Ditching Dairy: guide to plant-based milks

As an omnivore, I was a big fan of almond milk. Mild and nutty, I loved a cool glass to complement my cookies.

Going vegan, however, switching to plant milk was neither quick nor easy. I didn’t like the subtle sweetness of soy, oat, or almond in my cuppa, and grew frustrated with milks that separated in the brew. On the other hand, switching out dairy on cereal and porridge was easy as pie.

I’ve tried the vast majority of milk alternatives out there, and have developed a discriminating taste for which variety and brand suits me best. I’m going to go into a little detail here; so feel free to scroll through. Before, though, here a few tips to factor in when making the switch:

  • One milk does not fit all. I have a preferred variety for tea, milky coffees, hot chocolate, and porridge.
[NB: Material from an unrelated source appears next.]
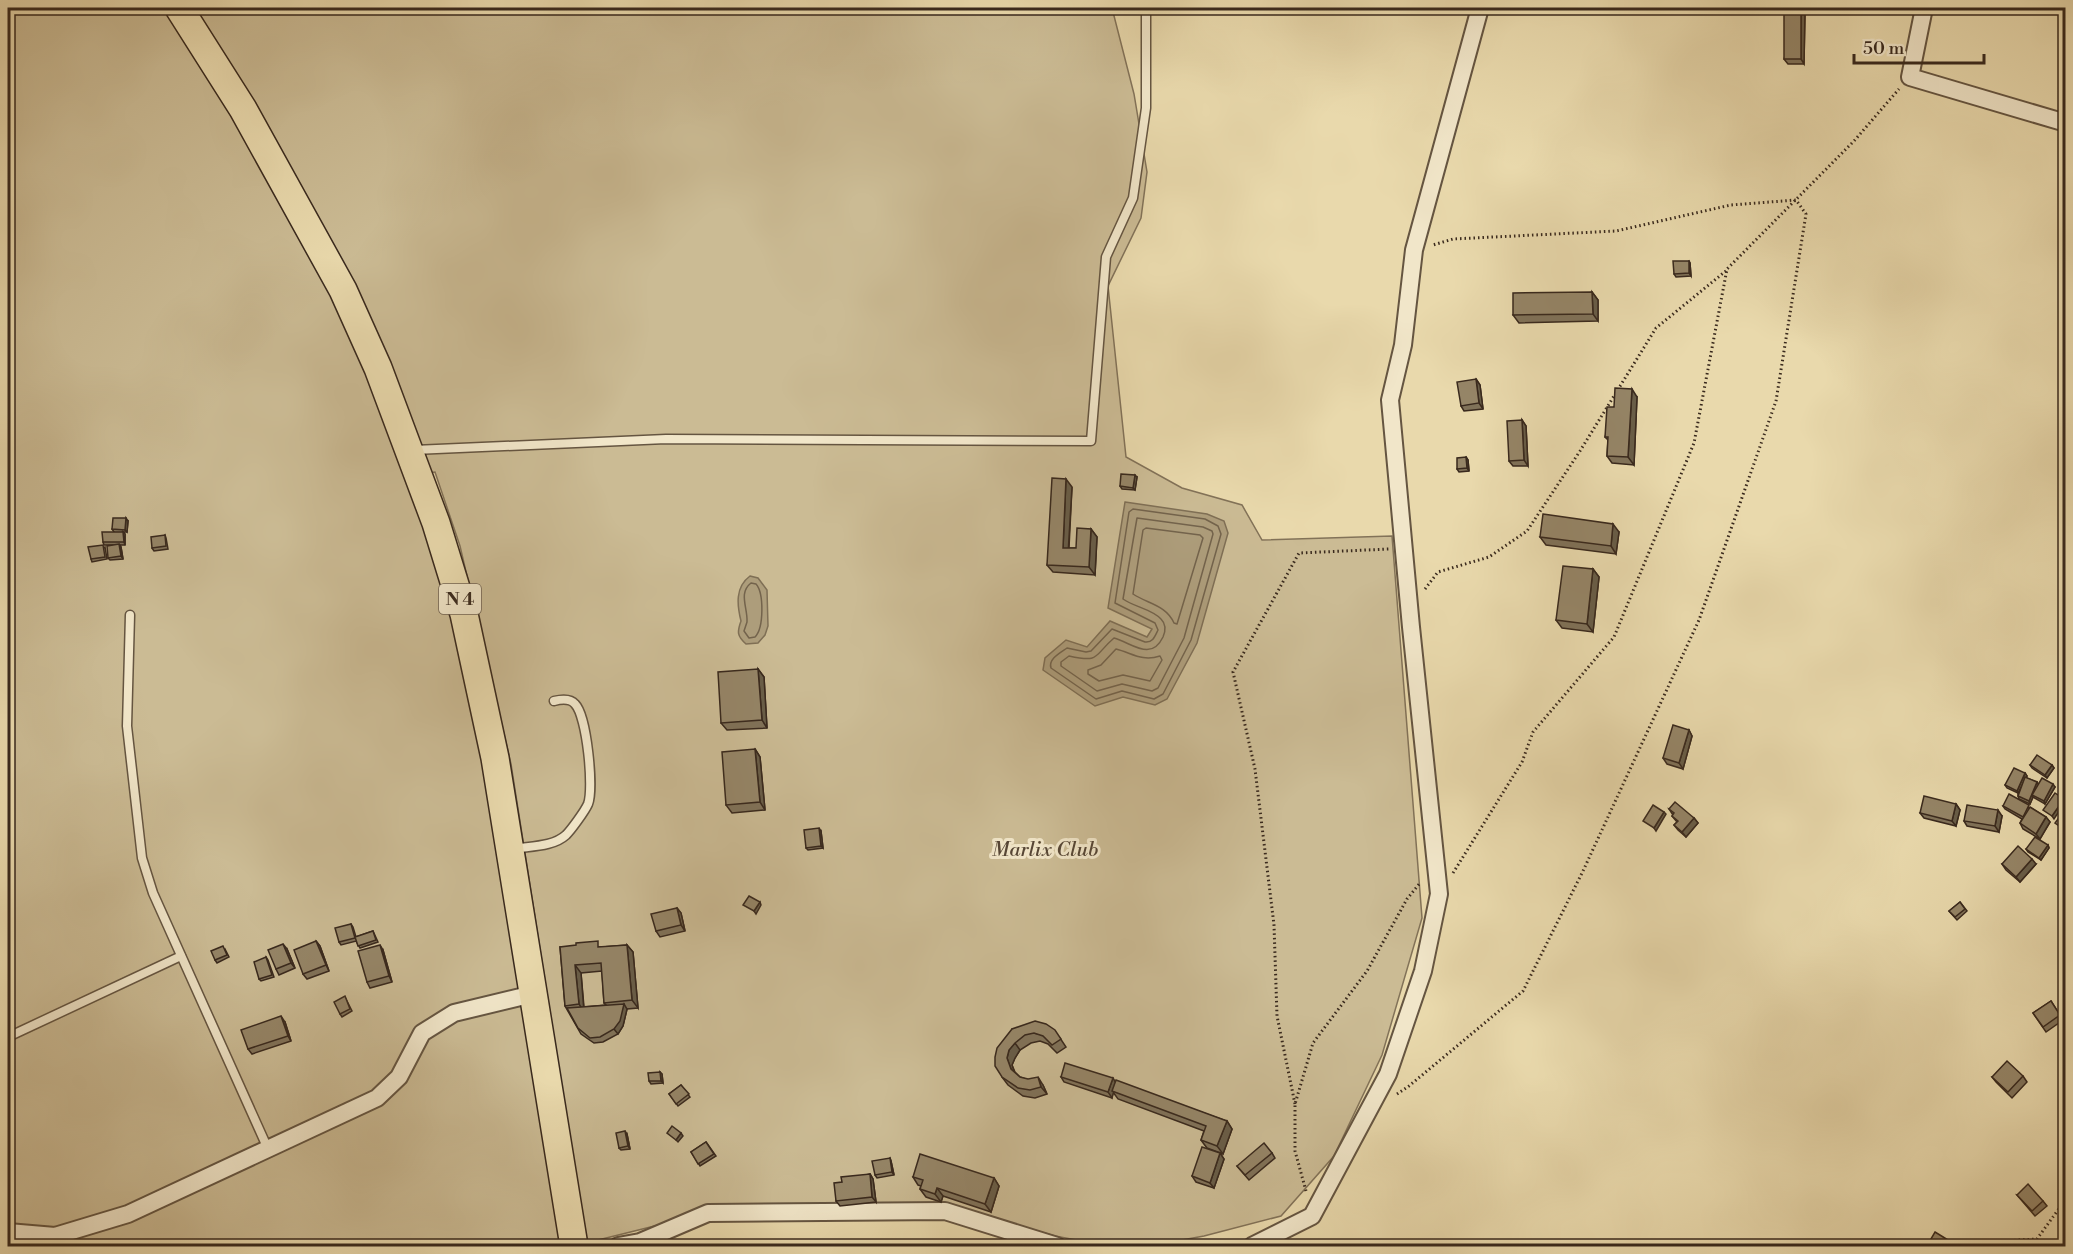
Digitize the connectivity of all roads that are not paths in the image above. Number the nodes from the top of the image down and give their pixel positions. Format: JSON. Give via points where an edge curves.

If you can drink it fast enough, keep two bottles at a time.
  • Your tastes will probably differ from your dairy-ditching friends’ tastes.
  • It’s been surprising to note the difference in quality between brands, and between organic and non-organic varieties. Organic in general tastes better.

If you’re considering making the switch to dairy, you’ve probably come across the whole almond-milk-stunts-bone-growth argument. The media love to point out, in its regular vegan-thrashing, that calcium doesn’t occur naturally in plant milks as it does in dairy. However, plant milks fortified with calcium contain the same amount as cow’s milk (120mg per 250ml), as well as added B12 and vitamin D.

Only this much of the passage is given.